While resolving identifiers to metadata is a core PID system task, delivering data for the resource identified is not. Unlike Bütikofer (), we believe making recommendations regarding the delivery of the information objects is outside the scope of a PID system. This is due to data services needing to provide their own interfaces and protocols for data delivery, which are likely to be domain-specific, possibly complex and possibly required to deal with large data volumes, all of which are able to be removed from the PID system’s goals. We work with the assumption that, given persistent identifiers that are able to be resolved to metadata, there will always be a multitude of mechanisms available to access the data of the identified item, any one of which that metadata could indicate. Examples are direct file download links, calls to Application Programming Interface (API) functions, intermediate landing pages providing further links for data access, even person/organisation contact details to allow non-automated requests for data. The data mechanism can, and likely will, change over time, but the identifier should not.

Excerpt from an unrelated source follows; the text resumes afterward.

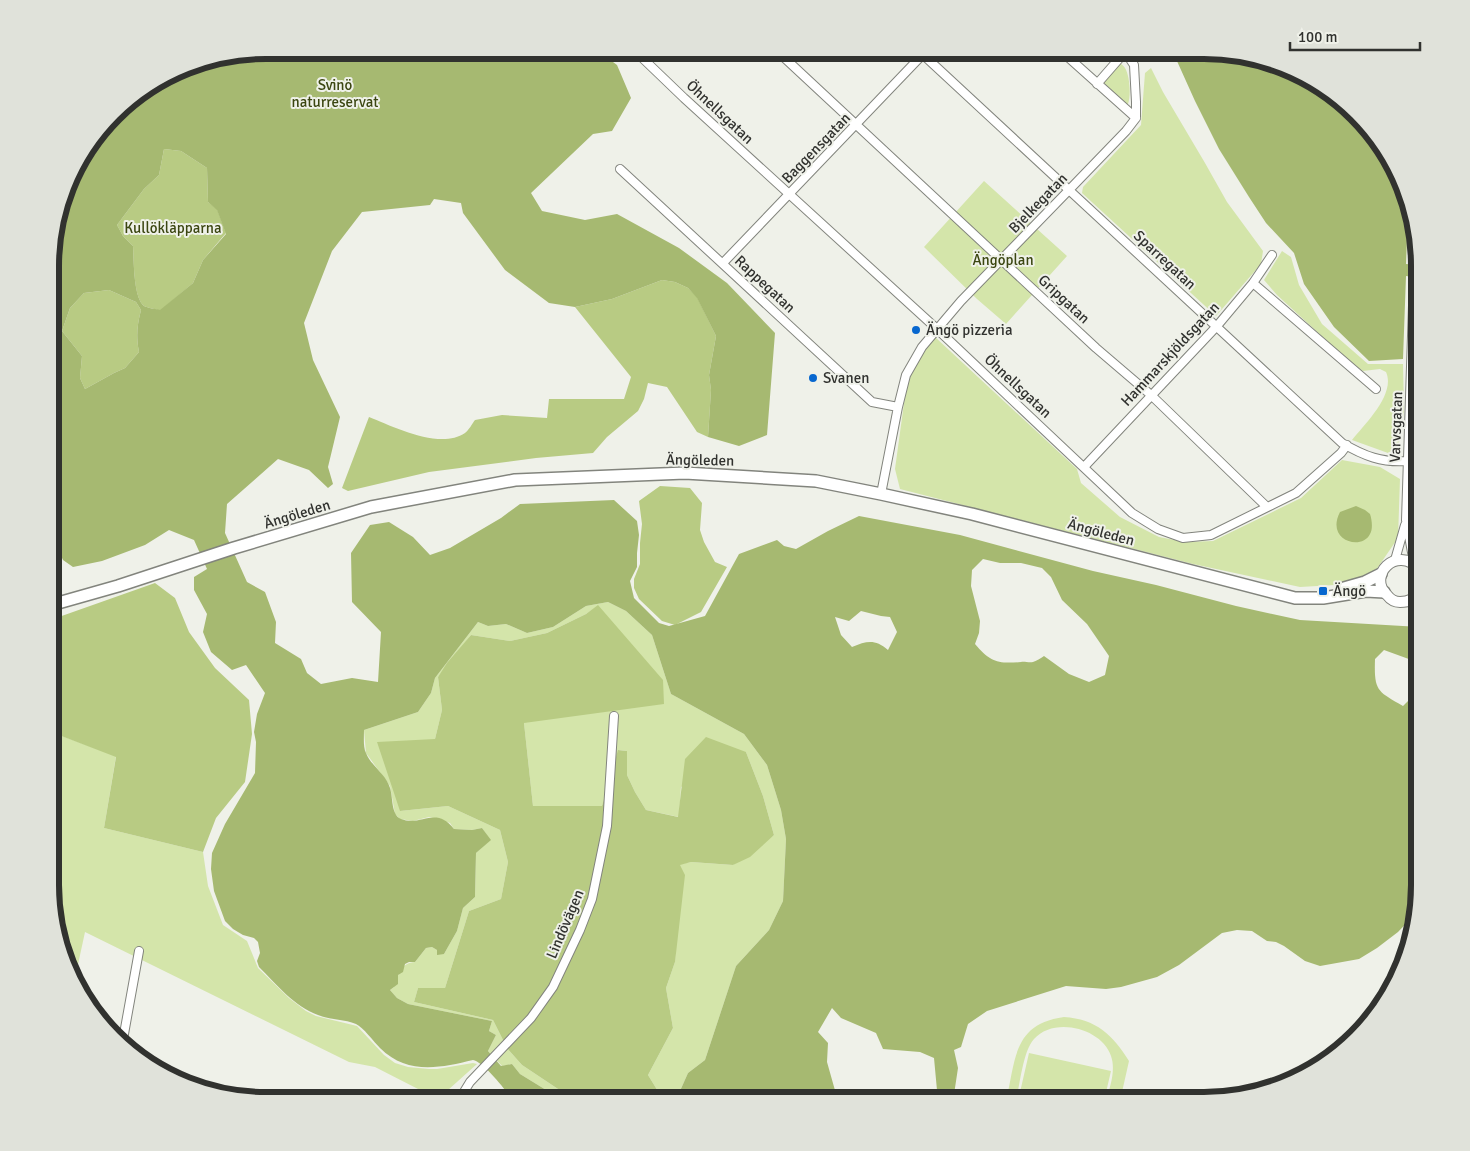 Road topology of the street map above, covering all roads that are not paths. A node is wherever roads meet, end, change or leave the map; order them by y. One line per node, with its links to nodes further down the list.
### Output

This principle is not always employed by systems that both store data or provision space for it and mint identifiers: such systems can lock identifiers to a specific resolution mechanism for the item identified. One method of overcoming this is simply for systems to present a “landing page” at an item’s identifier’s resolution point which then may indicate multiple data access possibilities. An example of a system doing this is two of these authors’ own organisation’s “Data Access Portal” () which is both a register and a repository. For datasets stored, such as “PROMS Server source code”, in addition to direct access to the data (in this case, a zip file) a landing page containing metadata is created and addressed with a native identifier; the URI https://data.csiro.au/dap/landingpage?pid=csiro:13686. Additionally, a DOI is minted (in this case, 10.4225/08/5571046ED9FDB) which resolves to the system’s landing web page and provides a further separation between the identifier and data resolution and delivery.

It is not necessary for registry/repository systems to separate their registered item data delivery only when one-to-one matches between a native identifier and an external identifier can be made, such as the URI and DOI situation described above. Pattern matching can be used, for example, a URI-based catalogue with identifiers such as http://catalogue.organisation.org/technology_detailsome/deep/folder/location/resolver.php?id={ID} may be resolved to by a persistent URI system with the URI such as http://persistent-uri.org/item/{ID}.

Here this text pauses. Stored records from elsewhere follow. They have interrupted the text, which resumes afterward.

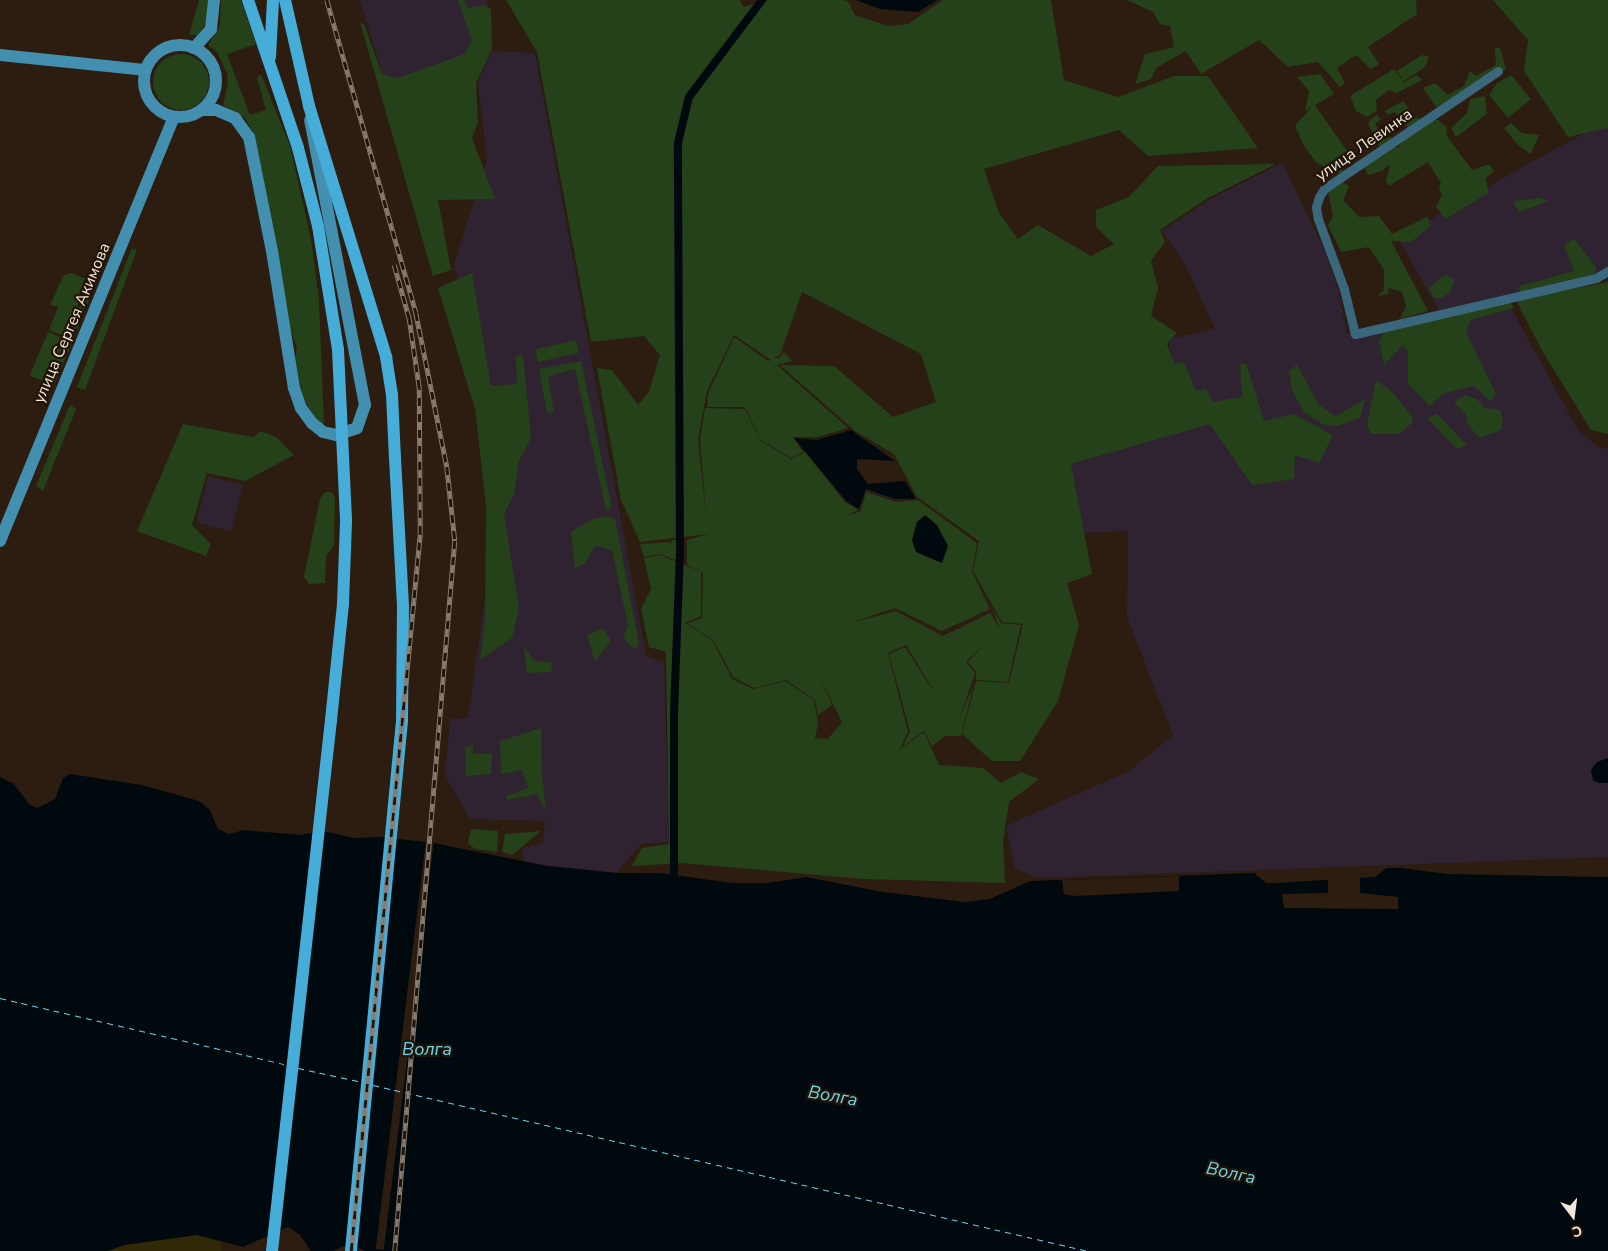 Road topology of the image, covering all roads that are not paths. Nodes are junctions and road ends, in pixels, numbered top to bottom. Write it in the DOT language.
graph roads {
  1 [pos="214,0"];
  2 [pos="248,0"];
  3 [pos="273,0"];
  4 [pos="284,0"];
  5 [pos="194,48"];
  6 [pos="0,55"];
  7 [pos="270,62"];
  8 [pos="144,70"];
  9 [pos="1498,71"];
  10 [pos="309,106"];
  11 [pos="203,110"];
  12 [pos="174,117"];
  13 [pos="1608,271"];
  14 [pos="0,542"];
  15 [pos="272,1251"];
  16 [pos="350,1251"];
  1 -- 5 [label="street"];
  2 -- 7 [label="main road"];
  3 -- 7 [label="main road"];
  4 -- 10 [label="main road"];
  5 -- 8 [label="street"];
  5 -- 11 [label="street"];
  6 -- 8 [label="street"];
  7 -- 15 [label="main road"];
  8 -- 12 [label="street"];
  9 -- 13 [label="street, улица Левинка"];
  10 -- 11 [label="street"];
  10 -- 16 [label="main road"];
  11 -- 12 [label="street"];
  12 -- 14 [label="street, улица Сергея Акимова"];
}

Employing policies for change

PID system creators should establish policies that define how the essential functions of the service can continue despite technology and social change until the point at which the system is deliberately ceased. Policies need to explicitly spell out how to deal with situations beyond control of the PID system itself that affect its operation. These include:

Technology change – when technology it relies on must be changed for any reason;
Social change – when key players in the PID system change or end their involvement;
Identifier abandonment – when identifier owners stop maintaining the identifier’s metadata;
Financial sustainability – how the system will be financed for its expected lifetime;
Decommissioning – when the total PID system needs to be decommissioned completely (not migrated).

These policy areas area similar in some respects to “Governance” and “Sustainability” principles espoused for scholarly infrastructures by Bilter et al. (). Directly relevant is their call for scholarly infrastructure owners to publish a “Living Will” which is a plan to handle system decommissioning and to have a wide range of stakeholders in their governance structure. Their detailed discussion of financial planning to ensure that private scholarly infrastructures have the incentives for dealing with technology change and data preservation motivated the “Financial sustainability” point above and further discussion of this important aspect of system planning below.

A general computer design principle that can be followed to assist with the first point above is that platform-independent data and function models for the PID system need to be required before production operation is allowed. These models then allow alternate technologies to be employed to match data and function when technology change is required.

A corollary to a model-based approach is to require the PID system to implement backup and restore or export and import functionality using a serialisation of the data model. The Persistent ID Service (; ) allows its entire database of identifiers and their editing history to be exported and imported using an XML serialisation of the creator’s, a snippet of which is given in Figure 3.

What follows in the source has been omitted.